AutoML Web Platform for Automated Machine Learning — Personal Project

Tech Stack: Python, Streamlit, Scikit-learn, XGBoost, SHAP, LIME, Pandas, NumPy, RandomizedSearchCV, SMOTE

  • Developed a no-code AutoML application that enables users to upload CSV/Excel datasets and automatically train ML models without programming knowledge.
  • Implemented automatic problem type detection (classification vs regression) using target variable analysis.
  • Built an automated preprocessing pipeline for duplicate handling, missing values, categorical encoding, outlier capping, scaling, and feature selection.
  • Evaluated multiple models (Logistic Regression, SVM, KNN, Random Forest, XGBoost, etc.) and automatically selected the best model using performance metrics (ROC-AUC / R²).
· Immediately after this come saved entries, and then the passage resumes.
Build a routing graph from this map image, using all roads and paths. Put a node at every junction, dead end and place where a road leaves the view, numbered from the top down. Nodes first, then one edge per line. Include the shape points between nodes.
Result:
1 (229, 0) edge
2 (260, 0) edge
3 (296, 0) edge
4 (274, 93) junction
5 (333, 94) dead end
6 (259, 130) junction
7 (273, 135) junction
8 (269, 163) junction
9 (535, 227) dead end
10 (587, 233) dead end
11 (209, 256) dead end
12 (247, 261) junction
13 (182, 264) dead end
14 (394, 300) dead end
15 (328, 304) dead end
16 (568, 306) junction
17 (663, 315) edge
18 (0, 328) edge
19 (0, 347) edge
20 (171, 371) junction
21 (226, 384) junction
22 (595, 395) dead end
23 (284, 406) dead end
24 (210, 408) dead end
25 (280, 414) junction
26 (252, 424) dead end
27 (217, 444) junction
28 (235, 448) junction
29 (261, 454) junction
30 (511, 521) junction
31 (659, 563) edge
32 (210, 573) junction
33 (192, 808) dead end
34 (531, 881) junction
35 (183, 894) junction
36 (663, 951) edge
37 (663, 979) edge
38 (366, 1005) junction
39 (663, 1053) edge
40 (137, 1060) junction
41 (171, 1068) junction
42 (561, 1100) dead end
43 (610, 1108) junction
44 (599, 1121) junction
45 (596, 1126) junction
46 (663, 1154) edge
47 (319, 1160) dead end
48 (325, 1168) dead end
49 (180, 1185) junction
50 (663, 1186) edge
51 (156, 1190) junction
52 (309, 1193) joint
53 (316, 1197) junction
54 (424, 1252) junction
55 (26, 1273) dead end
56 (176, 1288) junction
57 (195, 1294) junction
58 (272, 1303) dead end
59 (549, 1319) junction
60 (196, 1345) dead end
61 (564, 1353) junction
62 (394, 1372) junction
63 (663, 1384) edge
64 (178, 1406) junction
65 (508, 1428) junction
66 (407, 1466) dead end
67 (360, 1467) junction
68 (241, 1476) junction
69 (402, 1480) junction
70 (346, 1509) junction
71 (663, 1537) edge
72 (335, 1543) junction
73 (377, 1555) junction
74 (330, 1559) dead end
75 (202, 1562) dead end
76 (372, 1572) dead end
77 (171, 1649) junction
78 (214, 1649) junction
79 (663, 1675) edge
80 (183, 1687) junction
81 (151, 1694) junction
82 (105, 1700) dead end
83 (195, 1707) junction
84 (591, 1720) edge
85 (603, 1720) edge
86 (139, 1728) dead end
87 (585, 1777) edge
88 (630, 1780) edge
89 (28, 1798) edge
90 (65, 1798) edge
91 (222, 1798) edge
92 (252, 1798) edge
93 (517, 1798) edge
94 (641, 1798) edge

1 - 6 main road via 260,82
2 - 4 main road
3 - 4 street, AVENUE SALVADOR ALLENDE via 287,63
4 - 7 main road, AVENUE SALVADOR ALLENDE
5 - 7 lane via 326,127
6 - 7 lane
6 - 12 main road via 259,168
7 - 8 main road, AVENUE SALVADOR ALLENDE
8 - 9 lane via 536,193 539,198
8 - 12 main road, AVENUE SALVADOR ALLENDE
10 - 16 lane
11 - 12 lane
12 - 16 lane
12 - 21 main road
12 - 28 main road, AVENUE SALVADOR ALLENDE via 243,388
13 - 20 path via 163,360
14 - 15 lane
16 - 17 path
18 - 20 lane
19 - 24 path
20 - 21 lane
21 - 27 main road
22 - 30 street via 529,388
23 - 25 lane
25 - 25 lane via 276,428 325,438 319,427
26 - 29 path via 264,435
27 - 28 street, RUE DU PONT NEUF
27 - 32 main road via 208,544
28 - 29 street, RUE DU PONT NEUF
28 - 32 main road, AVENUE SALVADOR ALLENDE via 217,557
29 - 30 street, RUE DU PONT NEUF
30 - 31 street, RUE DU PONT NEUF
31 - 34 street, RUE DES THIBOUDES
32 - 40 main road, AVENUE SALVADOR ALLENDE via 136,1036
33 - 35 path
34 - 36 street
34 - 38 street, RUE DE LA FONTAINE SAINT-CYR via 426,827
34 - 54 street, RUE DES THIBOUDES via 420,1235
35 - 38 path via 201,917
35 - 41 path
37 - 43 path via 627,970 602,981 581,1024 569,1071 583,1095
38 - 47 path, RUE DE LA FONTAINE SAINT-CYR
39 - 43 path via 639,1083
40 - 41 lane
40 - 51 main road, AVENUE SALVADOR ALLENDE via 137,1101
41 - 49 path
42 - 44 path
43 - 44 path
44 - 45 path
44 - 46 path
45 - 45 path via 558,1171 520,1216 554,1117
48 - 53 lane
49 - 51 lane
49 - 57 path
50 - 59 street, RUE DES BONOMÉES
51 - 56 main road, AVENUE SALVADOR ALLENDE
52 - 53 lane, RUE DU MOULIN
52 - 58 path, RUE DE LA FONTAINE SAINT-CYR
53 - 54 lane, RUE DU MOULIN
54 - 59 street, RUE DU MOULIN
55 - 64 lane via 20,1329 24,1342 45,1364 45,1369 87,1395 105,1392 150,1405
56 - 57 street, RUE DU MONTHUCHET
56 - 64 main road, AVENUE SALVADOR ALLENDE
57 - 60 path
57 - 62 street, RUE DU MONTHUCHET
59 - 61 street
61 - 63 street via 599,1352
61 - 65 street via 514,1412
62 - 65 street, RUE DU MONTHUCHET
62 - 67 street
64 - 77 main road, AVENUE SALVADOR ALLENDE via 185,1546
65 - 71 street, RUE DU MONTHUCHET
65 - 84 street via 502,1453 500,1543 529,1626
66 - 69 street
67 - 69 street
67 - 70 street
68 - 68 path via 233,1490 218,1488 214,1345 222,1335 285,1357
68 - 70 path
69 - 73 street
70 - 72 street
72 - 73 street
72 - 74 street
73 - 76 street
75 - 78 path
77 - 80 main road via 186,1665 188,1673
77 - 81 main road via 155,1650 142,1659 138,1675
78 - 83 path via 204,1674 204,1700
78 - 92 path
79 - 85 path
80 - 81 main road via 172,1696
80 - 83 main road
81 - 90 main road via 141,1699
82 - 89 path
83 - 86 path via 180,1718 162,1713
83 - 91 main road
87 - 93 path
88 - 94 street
  • Performed hyper-parameter tuning (RandomizedSearchCV) on top-2 models for accuracy improvement.
  • Integrated Explainable AI using SHAP for tree models and LIME for linear & non-tree models, providing transparency into predictions.
  • Created interactive UI to enter input values dynamically and generate prediction results & probability scores, with downloadable prediction logs.
  • Deployed using Streamlit + Ngrok/Streamlit Cloud for real-time user access.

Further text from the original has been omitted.